YOUR GOAL: Go through each line of the entries below and tally those containing the string "water"; give only the total.

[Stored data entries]
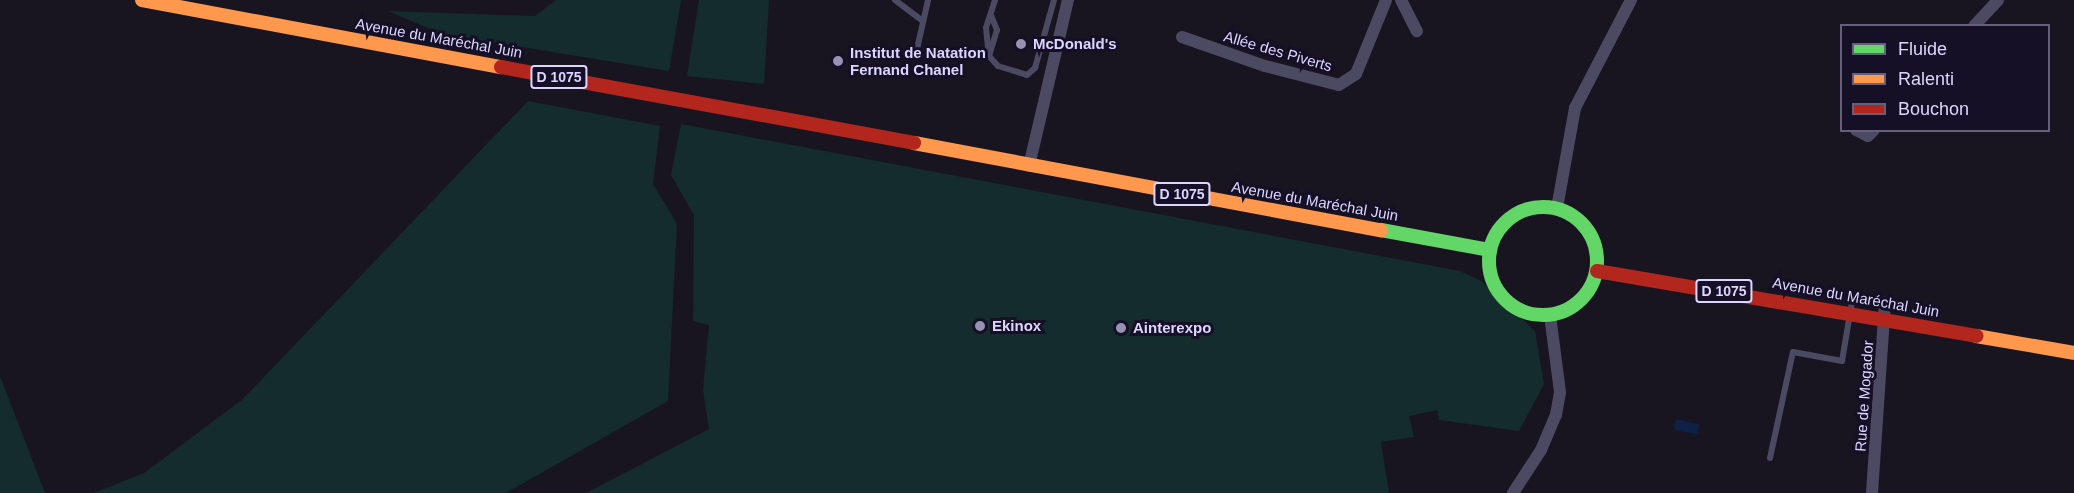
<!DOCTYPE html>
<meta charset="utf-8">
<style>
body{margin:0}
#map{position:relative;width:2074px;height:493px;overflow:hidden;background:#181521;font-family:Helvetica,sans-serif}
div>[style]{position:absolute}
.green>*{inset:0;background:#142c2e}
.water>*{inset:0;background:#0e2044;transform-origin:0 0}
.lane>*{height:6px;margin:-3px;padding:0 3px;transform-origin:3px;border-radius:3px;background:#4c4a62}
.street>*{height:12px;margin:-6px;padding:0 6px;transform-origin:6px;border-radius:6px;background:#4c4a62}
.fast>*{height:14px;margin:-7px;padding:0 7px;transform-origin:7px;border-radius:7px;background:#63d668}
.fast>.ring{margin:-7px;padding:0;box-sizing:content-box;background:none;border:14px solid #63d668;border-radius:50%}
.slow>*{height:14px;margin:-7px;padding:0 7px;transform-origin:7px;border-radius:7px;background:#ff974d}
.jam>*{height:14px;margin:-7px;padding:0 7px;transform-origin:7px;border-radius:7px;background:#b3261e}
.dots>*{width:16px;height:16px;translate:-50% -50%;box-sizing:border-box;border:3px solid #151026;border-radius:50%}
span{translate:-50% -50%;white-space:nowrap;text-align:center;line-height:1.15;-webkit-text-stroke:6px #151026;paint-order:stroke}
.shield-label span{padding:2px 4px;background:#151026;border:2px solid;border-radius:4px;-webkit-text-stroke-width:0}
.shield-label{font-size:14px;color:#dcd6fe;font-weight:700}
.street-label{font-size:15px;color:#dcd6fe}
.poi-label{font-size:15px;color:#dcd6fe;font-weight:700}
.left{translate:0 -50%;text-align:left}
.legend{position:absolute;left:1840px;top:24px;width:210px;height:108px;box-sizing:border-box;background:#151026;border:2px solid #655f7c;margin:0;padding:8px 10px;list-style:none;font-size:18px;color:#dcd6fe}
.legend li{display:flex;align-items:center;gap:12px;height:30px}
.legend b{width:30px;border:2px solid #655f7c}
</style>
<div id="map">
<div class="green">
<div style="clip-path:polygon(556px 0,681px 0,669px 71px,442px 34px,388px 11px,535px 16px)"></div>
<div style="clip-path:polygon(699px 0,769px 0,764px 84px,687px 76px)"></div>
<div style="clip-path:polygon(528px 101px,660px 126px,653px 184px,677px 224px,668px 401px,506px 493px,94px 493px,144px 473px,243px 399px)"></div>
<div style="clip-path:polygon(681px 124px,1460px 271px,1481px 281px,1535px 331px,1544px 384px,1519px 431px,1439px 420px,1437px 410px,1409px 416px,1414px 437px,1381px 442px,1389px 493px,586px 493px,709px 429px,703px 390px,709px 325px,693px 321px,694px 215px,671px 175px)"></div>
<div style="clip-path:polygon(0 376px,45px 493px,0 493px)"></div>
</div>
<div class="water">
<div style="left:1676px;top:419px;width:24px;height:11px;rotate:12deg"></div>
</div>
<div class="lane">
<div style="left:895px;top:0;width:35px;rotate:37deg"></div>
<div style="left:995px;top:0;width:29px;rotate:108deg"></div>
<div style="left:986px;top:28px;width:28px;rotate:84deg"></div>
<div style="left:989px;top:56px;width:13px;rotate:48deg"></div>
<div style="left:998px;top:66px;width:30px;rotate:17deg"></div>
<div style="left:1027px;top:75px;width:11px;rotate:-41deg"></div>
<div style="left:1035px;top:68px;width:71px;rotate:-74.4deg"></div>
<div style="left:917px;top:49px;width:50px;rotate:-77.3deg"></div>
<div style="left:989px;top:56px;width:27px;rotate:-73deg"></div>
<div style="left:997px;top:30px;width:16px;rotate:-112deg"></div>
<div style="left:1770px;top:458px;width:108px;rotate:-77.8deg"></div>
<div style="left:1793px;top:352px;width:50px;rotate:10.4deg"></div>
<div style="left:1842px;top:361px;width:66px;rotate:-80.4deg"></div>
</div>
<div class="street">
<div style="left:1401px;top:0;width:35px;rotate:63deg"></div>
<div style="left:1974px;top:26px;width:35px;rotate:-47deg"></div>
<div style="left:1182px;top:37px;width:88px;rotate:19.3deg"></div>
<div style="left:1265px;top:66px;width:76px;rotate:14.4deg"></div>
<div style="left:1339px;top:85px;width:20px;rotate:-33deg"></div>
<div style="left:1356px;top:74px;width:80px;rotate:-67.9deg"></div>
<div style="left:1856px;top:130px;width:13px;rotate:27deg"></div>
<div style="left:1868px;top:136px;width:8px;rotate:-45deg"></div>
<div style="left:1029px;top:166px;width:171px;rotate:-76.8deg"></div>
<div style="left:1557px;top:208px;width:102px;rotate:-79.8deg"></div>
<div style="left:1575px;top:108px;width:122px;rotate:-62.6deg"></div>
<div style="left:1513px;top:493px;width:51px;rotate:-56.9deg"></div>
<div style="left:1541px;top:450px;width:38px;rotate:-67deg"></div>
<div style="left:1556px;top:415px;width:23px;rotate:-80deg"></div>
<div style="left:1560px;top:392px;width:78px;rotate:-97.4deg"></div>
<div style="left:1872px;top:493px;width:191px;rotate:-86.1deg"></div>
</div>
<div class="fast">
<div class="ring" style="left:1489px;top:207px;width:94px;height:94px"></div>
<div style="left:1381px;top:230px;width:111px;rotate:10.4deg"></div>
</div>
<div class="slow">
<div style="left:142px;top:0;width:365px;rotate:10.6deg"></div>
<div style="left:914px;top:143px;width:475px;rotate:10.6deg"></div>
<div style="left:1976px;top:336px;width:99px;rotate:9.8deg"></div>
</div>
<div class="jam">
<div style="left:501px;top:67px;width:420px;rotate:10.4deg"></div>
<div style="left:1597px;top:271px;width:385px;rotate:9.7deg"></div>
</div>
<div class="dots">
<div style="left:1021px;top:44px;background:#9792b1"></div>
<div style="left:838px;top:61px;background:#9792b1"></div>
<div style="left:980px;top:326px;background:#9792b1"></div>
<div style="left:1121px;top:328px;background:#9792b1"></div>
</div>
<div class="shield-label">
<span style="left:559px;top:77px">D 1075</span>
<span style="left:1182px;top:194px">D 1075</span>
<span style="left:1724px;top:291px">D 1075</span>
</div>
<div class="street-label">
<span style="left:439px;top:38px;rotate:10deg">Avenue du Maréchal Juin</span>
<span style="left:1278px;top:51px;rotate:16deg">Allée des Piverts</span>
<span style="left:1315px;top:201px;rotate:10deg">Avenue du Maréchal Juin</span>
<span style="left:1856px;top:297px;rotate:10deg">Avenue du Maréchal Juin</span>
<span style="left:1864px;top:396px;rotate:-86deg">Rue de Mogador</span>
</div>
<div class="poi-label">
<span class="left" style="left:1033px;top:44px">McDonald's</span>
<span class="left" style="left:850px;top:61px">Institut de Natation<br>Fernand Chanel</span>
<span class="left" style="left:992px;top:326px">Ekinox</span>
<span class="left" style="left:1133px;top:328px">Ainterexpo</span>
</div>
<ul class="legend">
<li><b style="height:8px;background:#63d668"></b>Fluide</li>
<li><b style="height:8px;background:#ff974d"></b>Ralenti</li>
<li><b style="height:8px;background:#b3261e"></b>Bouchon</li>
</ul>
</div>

EXERCISE RESPONSE: 2